Noted among local politicians is James Clarence Inzer, an attorney who served in the state senate and board of education in the 1920s and 30s and as Alabama lieutenant governor from 1947-1951.

Also featured is current state senator for District 11, Dr. Jim McClendon, a Vietnam veteran, retired optometrist and member of an original Springville family.

The museum also recognizes Springville families with FOCUS FAMILY Tree display that rotates every three months. Recent focus families are The Charles Lovett and Mildred Terry Herring family and the James Shelby and Emma Tucker Jones family.
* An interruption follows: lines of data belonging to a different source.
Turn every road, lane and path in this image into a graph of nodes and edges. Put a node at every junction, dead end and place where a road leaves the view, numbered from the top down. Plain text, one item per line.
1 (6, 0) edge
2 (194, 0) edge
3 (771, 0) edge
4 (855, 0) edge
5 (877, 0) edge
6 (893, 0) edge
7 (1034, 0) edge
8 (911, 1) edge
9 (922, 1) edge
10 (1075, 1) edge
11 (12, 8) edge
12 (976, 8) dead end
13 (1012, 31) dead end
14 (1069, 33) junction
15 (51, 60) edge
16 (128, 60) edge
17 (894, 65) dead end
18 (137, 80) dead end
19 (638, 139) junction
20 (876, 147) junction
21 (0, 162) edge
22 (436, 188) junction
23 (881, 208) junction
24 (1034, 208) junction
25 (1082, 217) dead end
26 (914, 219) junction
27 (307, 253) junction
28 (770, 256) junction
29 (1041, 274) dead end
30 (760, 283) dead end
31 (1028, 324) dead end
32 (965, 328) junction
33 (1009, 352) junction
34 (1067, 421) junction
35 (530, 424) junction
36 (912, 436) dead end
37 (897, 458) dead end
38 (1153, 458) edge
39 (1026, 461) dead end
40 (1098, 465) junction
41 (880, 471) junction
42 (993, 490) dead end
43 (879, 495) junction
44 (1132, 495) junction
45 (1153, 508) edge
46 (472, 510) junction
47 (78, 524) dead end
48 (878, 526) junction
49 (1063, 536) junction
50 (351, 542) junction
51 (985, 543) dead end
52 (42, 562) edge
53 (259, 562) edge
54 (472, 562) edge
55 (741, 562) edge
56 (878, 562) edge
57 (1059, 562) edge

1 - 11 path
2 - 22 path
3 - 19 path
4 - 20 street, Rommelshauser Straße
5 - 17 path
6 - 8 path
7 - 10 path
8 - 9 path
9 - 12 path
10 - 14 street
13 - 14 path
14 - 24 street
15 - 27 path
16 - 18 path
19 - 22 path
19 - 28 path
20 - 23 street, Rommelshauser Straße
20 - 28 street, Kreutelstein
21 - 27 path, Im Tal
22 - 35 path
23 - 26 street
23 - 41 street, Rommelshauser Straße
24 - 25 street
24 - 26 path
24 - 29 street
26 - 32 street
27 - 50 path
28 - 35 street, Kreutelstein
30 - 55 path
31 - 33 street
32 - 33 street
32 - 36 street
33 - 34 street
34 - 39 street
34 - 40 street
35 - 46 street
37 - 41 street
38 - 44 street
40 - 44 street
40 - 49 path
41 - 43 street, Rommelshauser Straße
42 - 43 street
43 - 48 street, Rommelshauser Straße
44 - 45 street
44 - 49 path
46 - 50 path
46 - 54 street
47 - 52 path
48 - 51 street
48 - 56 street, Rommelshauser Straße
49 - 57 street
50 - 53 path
Another display tells the story of a train derailment in 1969 that shook the town and destroyed the depot. On January 16, 1969, a train carrying propane tanks derailed at the Springville Depot and hit additional propane gas tanks that then exploded. Firefighters from from as far away as Birmingham and the National Guard responded to help fight the blaze. Although damage to the town was considerable, and 400 people were evacuated from their homes, no one was killed.

SPRINGVILLE SCHOOLS display, designed by volunteer Donna Davis, features a 1929 yearbook for the Springville High School Tigers and pictures of classes from the 1950s and earlier.

UPSTAIRS at the museum, volunteers work organizing reference and research materials to be used for genealogy searches. New Springville resident Paulette Kelly is helping to organize materials, including ledgers and vintage books for the upstairs section. Springville native Sandy DeBerry is another volunteer helping to ready the archives and reference areas.

“It’s fun learning the history of Springville as we go along,” Paulette says

“I love history and love the small town I grew up in,” says Sandy DeBerry. “Preserving history is important work.”

A plat map cabinet upstairs, donated by the Tucker family, will be used to store maps, large ledgers and bound copies of the St. Clair Clarion, a weekly newspaper that operated through the late 1980s.

To learn more about protecting the artifacts and treasures displayed and available for reference upstairs, museum volunteers visited the state’s department of archives and history, where Museum Services Director John Hardin was particularly helpful, Burttram says. In turn, state Archives staff visited the new Springville Museum.

That relationship helped the museum volunteers know to apply for a small grant from the state archives. The grant helped purchase a dehumidifier, tinting for front windows and archive supplies to store scrapbooks, ledgers, journals and old photos.

Projects taking shape upstairs also include work on a book about veterans of St. Clair, the design of a display using the electronic bell from the Methodist Church that still chimes, and creation of a music display featuring donated albums and sheet music. Two types of pews original to the Masonic Lodge are upstairs along with a quilting frame still to be developed into a display.

Burttram says anyone interested in volunteering or helping with or participating in the St. Clair veteran booklet can contact her at kpburttram@hotmail.com.

Other Museum volunteers who have helped with bookkeeping, cleaning, remodeling, painting and more include Millicent Yeager, Glenn Miller, Crissy Sharp, Harold Riker, Tami Spires, Sandy DeBerry and Society secretary-treasurer Sean Andrews.